- **AIM OF THE TASK**
Locate all lines in the data below that hold "Yagyashwar" and show them.

:: PROVIDED INFORMATION ::

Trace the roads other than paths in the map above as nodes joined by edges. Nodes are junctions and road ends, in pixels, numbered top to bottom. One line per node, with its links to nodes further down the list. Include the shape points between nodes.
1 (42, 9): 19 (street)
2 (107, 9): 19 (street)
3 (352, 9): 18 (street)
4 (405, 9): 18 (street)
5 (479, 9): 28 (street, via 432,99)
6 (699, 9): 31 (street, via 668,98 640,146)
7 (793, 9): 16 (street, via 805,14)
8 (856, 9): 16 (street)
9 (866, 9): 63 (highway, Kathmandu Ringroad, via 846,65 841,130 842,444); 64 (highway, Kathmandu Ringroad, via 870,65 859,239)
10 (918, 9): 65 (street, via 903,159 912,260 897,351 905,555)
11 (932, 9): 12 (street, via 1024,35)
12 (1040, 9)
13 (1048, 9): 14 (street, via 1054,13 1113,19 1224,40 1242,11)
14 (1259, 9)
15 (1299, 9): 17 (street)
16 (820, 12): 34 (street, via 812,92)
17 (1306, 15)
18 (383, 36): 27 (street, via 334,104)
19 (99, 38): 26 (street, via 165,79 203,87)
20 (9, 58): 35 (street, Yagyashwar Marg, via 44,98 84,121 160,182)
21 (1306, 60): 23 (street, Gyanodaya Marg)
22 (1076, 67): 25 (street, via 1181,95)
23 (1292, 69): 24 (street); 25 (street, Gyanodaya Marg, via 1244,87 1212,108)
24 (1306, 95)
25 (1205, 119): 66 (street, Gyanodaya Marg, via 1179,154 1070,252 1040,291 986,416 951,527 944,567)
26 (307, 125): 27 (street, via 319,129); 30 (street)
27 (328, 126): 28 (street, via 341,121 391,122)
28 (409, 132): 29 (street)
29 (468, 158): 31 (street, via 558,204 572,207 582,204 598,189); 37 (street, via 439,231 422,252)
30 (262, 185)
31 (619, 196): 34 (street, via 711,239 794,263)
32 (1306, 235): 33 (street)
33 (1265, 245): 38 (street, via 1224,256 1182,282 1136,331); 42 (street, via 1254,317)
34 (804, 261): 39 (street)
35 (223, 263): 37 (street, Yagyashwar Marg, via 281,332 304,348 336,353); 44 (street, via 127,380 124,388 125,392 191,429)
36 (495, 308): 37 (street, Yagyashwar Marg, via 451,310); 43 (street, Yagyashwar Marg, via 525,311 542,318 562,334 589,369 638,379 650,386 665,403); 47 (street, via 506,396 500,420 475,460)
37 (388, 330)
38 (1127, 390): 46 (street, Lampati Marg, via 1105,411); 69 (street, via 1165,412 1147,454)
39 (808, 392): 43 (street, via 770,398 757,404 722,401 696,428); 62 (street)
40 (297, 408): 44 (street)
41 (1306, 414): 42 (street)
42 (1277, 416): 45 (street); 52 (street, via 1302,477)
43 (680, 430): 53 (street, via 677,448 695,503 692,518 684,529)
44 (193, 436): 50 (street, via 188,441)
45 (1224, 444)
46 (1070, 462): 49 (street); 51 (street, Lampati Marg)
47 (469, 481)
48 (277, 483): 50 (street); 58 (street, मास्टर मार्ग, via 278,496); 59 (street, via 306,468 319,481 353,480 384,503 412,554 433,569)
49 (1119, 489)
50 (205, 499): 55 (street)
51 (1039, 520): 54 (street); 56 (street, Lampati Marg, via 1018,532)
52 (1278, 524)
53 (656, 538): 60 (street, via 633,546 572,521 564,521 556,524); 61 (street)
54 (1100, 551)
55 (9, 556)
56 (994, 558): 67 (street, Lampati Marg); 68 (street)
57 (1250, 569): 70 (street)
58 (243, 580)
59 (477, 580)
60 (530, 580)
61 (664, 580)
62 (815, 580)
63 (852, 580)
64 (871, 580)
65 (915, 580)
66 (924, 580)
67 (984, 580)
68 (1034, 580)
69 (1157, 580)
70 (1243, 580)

:::

- **SOLUTION FOR THIS TASK**
20 (9, 58): 35 (street, Yagyashwar Marg, via 44,98 84,121 160,182)
35 (223, 263): 37 (street, Yagyashwar Marg, via 281,332 304,348 336,353); 44 (street, via 127,380 124,388 125,392 191,429)
36 (495, 308): 37 (street, Yagyashwar Marg, via 451,310); 43 (street, Yagyashwar Marg, via 525,311 542,318 562,334 589,369 638,379 650,386 665,403); 47 (street, via 506,396 500,420 475,460)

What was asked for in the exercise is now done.